This blog details the things we learned along the way.
This means it opens up the web for much more complicated and computation heavy tasks than could be imagined before. But we don’t actually write Web Assembly - just the same way we don’t write Assembly by hand. We use a high level language and use the WASM as a compilation target.
First things first, which language do you choose to write the math-heavy code in? Rust? Go? C++? All are good options with varying levels of support for Web Assembly but we settled on C++.
Not because it was the best option - we still don’t know if it was - but because given that our main algorithm - SVD or Singular Valued Decomposition - would span less than 30 lines of code, writing it in a language that provides rapid development was important.
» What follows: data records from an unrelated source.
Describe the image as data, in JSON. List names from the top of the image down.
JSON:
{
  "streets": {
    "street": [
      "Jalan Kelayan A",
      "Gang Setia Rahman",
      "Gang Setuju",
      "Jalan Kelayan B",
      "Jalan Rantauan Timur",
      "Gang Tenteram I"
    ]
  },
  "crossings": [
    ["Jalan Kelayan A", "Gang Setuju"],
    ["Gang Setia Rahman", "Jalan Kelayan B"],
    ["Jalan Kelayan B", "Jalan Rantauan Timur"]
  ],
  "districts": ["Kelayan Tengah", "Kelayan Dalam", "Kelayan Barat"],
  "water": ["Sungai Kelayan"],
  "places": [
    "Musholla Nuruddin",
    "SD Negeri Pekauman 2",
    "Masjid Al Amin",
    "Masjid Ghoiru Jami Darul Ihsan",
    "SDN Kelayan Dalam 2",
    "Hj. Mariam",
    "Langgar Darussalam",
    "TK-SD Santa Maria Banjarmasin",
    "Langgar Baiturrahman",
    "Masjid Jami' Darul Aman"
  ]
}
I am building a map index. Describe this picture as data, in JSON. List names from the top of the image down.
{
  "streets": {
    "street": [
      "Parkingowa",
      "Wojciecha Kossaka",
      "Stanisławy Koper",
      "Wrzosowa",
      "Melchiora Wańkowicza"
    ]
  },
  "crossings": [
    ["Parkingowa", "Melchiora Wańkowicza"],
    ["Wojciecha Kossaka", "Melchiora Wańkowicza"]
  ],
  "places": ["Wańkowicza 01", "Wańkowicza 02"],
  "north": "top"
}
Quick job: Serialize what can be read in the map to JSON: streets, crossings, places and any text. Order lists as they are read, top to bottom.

Rust, with its type safety and borrow checking hinders fast development - at least for those not familiar with the language semantics(that is, us).
Go would probably have been fine as well but given that neither one of us was in the mood to learn a new language, we were pretty much left with only C++. We of course limited ourselves to header-only libraries in C++ given that none of us had any experience in getting CMake or any other build tool work.
This, along with Emscripten, provided for as seamless an experience as you can have while writing a nontrivial application in C++.
We could’ve started with the Web part but up until then, we were under the (wrong) impression that that would be more or less straightforward. So we started with the C++ code
Of course, we had to face problems while building the CLI tool as well - including navigating hard to read documentation and out-of-date dependencies.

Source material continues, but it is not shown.